I’ll be working at the summer camp for 11 weeks and it is probably the next logical step after my experience in Poland. It will be very different as I will have daily responsibilities for swimming and lifeguarding and will be living with other workers for the duration of the camp. I’ve been told to expect long days from around 8am and to 8pm and to not have much free time way from camp.
However as It is an all-girls camp, us guy workers won’t be living with the campers and have our own separate accommodation. This means that we may have more free time in-between our work periods as well as in the evenings as we don’t have to look after the children like the female member of staff will.
I’m expecting to make good friends. Throughout my travels I’ve found that people who travel are extremely easy to get along with, of course not all, but most people have the mind set of meeting new people and being open to new experiences. generally I don’t know really what to expect in great detail. I’m looking forward to the experience and cant wait to get going.
Well first of all, Hello and thank you for following my adventures. Secondly if you’re reading this, I guess I should introduce myself. My name is Michael and I’m a 23 year old Londoner who has recently graduated from Queen Mary, University of London studying geography BSc. As you have probably guessed by the title of this blog, I like to travel. I like it a lot.
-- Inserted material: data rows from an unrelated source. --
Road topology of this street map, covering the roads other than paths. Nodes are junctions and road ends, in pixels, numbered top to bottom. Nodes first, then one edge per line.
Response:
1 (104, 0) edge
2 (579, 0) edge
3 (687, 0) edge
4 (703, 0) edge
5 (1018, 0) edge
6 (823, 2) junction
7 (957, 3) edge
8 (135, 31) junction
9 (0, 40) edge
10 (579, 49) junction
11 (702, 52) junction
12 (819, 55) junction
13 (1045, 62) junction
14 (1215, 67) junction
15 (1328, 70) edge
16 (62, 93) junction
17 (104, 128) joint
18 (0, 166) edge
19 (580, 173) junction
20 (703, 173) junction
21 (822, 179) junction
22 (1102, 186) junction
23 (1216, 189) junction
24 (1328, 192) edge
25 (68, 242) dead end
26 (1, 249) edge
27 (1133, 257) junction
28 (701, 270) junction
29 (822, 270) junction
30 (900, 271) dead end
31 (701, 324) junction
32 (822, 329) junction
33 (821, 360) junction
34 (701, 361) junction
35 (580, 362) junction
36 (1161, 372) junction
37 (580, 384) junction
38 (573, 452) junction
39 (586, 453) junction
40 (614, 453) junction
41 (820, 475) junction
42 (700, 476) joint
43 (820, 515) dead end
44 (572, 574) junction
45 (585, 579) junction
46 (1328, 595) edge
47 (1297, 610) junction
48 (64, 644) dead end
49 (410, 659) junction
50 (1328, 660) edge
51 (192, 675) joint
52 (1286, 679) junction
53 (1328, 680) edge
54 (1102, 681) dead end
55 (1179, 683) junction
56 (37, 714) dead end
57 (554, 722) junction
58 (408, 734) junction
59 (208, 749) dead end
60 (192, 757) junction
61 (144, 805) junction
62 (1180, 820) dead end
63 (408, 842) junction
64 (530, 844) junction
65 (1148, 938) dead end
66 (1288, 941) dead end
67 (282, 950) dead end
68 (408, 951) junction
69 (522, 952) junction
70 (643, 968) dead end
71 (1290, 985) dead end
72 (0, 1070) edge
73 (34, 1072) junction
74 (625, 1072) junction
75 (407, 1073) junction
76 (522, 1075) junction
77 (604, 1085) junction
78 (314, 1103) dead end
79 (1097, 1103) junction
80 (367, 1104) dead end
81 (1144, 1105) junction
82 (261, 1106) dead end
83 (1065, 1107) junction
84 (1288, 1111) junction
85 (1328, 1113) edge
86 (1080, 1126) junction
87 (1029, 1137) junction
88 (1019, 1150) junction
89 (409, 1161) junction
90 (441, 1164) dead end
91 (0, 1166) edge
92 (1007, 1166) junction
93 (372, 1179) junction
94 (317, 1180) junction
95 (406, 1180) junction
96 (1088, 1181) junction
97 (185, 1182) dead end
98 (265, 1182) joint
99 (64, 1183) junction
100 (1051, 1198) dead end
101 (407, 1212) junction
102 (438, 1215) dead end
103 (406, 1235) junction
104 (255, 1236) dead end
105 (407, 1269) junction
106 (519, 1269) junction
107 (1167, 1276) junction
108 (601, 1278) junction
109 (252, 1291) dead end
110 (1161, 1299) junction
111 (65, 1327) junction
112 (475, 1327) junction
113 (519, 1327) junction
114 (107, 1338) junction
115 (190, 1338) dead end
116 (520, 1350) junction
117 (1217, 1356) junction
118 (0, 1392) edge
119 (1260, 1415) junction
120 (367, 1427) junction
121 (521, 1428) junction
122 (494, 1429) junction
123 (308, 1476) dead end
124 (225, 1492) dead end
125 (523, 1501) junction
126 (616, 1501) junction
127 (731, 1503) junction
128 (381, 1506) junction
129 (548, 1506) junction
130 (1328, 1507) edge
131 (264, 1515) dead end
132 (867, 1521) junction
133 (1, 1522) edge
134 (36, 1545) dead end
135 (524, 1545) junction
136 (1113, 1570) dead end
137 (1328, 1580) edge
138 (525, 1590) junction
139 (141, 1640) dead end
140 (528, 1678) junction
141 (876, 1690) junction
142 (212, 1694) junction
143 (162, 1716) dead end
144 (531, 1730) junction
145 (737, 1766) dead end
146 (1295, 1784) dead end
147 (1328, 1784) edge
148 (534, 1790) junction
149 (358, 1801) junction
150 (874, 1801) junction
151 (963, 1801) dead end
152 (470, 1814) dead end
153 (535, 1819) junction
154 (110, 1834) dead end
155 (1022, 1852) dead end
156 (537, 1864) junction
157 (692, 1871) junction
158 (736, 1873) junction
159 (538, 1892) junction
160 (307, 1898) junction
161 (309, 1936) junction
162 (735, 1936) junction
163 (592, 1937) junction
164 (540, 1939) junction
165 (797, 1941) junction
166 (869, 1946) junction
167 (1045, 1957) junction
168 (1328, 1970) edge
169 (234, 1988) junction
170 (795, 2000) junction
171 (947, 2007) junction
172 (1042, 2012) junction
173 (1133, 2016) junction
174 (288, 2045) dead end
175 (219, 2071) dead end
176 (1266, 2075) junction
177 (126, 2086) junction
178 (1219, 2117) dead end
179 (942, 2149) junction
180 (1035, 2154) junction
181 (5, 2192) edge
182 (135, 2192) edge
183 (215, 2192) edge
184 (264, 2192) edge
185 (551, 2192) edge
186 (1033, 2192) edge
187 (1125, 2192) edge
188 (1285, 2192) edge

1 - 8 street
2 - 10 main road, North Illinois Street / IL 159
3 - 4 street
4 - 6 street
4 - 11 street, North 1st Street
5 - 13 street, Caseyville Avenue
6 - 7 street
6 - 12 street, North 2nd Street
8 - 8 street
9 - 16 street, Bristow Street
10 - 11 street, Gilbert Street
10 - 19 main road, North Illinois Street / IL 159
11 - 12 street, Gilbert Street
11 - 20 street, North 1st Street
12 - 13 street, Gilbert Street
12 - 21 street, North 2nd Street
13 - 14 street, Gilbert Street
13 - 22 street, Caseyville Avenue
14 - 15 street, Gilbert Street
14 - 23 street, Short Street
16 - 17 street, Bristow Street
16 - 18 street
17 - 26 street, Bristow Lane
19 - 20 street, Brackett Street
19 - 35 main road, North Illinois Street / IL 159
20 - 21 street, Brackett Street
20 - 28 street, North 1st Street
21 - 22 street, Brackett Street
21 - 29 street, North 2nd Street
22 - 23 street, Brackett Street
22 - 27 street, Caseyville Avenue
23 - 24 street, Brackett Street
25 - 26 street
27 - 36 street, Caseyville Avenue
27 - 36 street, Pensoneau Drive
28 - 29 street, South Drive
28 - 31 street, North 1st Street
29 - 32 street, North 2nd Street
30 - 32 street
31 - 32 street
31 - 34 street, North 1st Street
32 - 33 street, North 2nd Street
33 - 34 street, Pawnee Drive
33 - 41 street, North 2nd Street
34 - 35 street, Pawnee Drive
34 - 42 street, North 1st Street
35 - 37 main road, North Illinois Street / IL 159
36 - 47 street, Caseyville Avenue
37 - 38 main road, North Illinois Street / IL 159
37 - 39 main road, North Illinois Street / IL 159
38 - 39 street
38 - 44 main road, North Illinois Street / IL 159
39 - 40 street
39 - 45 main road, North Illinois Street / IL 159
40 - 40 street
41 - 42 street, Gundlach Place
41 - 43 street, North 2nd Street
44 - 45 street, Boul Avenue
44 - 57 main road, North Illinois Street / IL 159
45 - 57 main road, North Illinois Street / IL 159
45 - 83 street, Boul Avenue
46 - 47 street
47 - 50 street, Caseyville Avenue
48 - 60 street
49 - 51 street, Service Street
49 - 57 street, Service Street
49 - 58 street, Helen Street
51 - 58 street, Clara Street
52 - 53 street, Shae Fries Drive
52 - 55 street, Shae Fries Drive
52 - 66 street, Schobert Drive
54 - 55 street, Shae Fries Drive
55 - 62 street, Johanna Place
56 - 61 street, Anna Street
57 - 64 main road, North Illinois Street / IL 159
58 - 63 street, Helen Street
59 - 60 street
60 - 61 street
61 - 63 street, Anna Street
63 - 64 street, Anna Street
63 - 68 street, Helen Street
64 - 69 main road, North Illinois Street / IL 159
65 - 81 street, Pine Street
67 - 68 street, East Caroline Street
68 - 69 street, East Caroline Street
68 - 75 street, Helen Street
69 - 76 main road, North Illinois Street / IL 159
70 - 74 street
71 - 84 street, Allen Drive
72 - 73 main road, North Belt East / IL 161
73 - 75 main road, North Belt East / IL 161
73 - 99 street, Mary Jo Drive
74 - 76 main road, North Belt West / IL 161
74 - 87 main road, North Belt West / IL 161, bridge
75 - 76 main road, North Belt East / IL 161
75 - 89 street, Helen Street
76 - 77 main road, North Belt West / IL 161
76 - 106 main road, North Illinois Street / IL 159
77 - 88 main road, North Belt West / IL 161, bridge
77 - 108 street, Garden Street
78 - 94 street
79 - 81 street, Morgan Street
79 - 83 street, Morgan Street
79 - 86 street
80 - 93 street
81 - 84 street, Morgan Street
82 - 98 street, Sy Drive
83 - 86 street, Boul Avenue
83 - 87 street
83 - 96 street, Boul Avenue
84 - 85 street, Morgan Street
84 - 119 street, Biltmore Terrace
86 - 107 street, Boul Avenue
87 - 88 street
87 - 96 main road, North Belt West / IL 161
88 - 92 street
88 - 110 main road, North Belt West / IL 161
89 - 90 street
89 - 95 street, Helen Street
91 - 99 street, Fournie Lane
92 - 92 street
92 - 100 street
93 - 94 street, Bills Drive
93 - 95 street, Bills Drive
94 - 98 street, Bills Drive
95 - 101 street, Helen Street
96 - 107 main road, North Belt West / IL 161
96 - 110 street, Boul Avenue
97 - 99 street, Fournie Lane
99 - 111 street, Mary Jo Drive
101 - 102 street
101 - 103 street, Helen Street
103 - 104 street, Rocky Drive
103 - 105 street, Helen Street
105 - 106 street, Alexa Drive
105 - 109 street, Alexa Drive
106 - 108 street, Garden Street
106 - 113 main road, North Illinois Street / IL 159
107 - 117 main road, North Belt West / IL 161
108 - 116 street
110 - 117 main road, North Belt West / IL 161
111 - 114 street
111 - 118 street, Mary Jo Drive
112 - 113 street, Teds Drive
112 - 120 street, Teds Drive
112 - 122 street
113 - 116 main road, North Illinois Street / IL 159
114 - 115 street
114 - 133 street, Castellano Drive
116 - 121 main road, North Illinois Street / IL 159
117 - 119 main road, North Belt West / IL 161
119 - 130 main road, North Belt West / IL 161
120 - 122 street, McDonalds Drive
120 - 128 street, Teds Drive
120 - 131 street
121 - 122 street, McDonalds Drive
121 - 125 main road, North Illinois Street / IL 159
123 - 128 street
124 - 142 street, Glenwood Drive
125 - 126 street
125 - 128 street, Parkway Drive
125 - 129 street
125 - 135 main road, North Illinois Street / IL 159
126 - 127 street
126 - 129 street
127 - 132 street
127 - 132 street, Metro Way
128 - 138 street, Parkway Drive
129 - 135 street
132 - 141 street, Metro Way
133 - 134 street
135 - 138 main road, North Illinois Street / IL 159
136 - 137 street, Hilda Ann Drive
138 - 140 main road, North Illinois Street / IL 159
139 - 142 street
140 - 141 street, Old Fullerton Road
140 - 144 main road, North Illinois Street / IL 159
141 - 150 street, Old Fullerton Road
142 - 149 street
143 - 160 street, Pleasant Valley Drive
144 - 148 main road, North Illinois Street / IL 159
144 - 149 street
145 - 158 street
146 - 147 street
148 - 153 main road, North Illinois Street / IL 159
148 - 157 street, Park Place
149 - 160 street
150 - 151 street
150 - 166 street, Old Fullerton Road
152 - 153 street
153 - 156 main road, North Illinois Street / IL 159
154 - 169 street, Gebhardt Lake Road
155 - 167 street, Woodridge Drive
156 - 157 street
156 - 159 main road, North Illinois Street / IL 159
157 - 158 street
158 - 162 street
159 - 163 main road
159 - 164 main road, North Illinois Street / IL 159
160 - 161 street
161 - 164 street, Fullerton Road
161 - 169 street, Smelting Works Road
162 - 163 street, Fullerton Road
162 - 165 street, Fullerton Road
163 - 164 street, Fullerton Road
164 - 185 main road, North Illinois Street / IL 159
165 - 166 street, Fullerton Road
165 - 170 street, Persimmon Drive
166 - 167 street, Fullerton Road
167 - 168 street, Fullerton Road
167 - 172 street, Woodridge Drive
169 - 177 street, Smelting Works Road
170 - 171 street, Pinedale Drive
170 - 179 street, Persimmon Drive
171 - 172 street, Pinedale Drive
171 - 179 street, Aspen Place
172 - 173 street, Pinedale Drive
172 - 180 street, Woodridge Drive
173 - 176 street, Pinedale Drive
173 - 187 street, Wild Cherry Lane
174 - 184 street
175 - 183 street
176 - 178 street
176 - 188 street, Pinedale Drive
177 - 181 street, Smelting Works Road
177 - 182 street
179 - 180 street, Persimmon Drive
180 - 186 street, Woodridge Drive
I’ve been lucky enough over the last few years to travel to some amazing places and I’ve decided to set up this blog in order to document them. One reason for this is for personal recollection and another is to share the adventure with others and hopefully encourage people to explore the world and travel.
I guess my love affair with travel started when I was 20. One weekend during my first year of Uni me and two mates got the ‘itch’ and decided to drive to Paris and stay in a great little hostel for 3 nights. It was my first time in a hostel and it felt right from the beginning. Everyone had the same mind-set of meeting new people and just wanted to have a good time. My two mates and I got talking to these 4 Kenya’s and an Israeli chick who we basically spent the weekend with. We went around Paris day and night visiting all the sites, drinking, eating and basically just had a great time. After the weekend was over we said our goodbyes and drove back to London. I left Paris with the decision made that I wanted to travel more and as often as possible.
That summer, funded by working as a lifeguard every day I had off Uni, I Inter-railed around Europe. The next summer I traveled around South East Asia for 2 months (video Below). Now I’m sitting on a coach after flight from London to Boston on my way to start my next adventure; working at a summer camp in the USA. The camp is in the US state of Maine and I’ll be staying there for 11 weeks working as a swim teacher and lifeguard. After this my visa allows me to travel the country for 30 days until I have to return home at the end of September.